Cloaque is a unique Tumblr/gallery bringing together the work of various net artists in an overlapping milieu of images. Unlike many online galleries featuring distinct works, each post on Cloaque is tailored specifically to the site and interwoven with the work of the previous featured artists.
The staring faces of Daniel Littlewood’s Self Portrait 2.0 greeted me on my August 26 visit, like the selfies of an eyeless digital mannequin, facial expressions, disgust, shock, amusement, just visible under their mottled, chrome or transparent skin. Near the bottom of Self Portrait 2.0 the faces crowd together, their copy and paste identity evident on each individual face. The heads of shiny porcelain-looking dogs take over as we transition to Lorna Mills’ The Axis of Something Else.
Mills’ section is a junk drawer of tchotchkes, ceramic figures of every kind of dog, howling wolves, creeping jaguars, birds, elephants, monkeys, rabbits, whales and shapes indistinguishable. The color, texture and loose puzzle of it all sneaks the manic lure of collecting, maybe even hoarding, in between the crowded objects. But Mills seems to be collecting something other than these earthenware snouts. Perhaps her interest lies in the harsh, multifaceted highlights that curve over their lacquered bodies, where the white studio light is refracted into rainbows.

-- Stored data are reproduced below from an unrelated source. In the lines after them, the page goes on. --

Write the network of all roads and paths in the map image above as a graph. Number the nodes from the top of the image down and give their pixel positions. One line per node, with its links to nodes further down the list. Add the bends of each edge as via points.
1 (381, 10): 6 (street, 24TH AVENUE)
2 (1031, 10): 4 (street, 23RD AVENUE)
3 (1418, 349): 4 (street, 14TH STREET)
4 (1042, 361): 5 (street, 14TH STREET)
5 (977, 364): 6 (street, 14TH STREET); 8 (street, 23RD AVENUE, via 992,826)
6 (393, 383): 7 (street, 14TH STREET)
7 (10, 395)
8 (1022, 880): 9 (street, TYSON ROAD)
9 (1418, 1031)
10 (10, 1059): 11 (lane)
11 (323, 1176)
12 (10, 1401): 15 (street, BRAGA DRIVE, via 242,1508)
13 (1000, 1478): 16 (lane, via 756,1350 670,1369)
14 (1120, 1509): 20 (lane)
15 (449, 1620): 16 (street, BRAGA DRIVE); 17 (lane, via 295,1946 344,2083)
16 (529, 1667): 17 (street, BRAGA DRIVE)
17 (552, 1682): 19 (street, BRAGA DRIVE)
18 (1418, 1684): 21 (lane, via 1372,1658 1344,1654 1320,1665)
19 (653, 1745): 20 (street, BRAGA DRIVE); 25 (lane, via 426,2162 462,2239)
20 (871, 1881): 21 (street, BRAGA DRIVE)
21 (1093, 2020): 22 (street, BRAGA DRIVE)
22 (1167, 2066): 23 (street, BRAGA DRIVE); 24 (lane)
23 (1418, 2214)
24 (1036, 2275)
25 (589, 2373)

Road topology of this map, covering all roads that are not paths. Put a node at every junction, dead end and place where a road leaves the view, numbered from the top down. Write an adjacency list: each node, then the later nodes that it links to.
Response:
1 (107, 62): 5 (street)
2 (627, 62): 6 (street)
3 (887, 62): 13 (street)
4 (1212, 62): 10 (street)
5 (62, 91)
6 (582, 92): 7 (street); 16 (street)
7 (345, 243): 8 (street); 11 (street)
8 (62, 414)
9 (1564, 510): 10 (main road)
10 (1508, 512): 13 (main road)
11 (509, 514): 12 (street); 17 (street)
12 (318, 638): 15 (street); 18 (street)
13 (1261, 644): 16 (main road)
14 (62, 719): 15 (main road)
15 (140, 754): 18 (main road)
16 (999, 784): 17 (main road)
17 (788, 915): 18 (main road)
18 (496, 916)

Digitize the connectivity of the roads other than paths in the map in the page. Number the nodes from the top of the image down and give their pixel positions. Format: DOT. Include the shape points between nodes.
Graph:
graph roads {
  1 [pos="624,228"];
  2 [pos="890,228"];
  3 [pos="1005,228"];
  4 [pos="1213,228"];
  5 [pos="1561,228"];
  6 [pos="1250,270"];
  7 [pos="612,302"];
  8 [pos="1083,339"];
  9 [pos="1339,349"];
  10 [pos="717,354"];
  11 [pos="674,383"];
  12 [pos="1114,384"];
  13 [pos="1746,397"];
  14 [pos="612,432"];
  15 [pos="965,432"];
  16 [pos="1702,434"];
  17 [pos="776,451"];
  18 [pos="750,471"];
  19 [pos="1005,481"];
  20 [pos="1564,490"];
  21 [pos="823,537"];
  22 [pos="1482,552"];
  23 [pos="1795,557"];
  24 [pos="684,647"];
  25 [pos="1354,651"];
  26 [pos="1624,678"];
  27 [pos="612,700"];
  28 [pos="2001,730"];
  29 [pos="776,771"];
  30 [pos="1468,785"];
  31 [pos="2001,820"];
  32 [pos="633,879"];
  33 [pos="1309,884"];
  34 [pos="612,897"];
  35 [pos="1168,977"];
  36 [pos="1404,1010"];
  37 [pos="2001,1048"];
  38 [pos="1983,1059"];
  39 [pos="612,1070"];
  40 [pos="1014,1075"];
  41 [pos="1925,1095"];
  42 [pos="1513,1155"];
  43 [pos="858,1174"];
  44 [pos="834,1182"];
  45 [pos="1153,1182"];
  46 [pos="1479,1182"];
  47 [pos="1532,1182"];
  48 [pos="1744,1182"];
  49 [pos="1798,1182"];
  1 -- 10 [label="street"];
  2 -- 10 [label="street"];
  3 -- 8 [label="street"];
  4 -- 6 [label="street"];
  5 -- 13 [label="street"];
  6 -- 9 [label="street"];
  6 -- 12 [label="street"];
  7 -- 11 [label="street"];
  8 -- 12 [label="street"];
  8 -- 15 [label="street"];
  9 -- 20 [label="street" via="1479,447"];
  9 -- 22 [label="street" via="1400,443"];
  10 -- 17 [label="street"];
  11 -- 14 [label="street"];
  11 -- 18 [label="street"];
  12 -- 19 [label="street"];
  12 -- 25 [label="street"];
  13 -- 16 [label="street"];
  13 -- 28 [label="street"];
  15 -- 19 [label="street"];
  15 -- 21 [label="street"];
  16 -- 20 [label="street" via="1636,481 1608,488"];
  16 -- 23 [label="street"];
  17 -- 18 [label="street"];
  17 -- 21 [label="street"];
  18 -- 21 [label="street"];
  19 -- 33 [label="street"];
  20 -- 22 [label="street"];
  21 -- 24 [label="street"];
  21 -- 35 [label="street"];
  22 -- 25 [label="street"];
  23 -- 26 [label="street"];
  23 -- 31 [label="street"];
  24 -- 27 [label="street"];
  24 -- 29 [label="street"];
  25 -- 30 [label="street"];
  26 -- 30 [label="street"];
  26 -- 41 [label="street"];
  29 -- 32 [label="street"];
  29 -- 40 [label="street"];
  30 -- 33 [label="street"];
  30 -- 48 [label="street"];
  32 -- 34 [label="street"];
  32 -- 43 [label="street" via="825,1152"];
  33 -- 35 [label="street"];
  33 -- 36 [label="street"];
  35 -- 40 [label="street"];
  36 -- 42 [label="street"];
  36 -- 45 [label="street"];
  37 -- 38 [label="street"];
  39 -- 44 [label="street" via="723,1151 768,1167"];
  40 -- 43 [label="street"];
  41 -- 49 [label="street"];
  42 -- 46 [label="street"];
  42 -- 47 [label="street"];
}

Lorna Mills, The Axis of Something Else, Cloaque
Keep scrolling and The Axis of Something Else fades into Mutated Chains by Andreas Ervik, an airy warping still life of flower petals and spilled paint. Scroll further down into the glitchy pixelation of Jaakko Pallasvuo’s Diamonds. Somewhere deeper in the heap Surface Survey by Clement Valla scatters the photographic equivalent of pottery shards over the surface of the page, broken up sculptures of long ago civilizations from India to the Americas. The blank eyes of ancient Buddhas now distinctly recalling the figures in Self Portrait 2.0.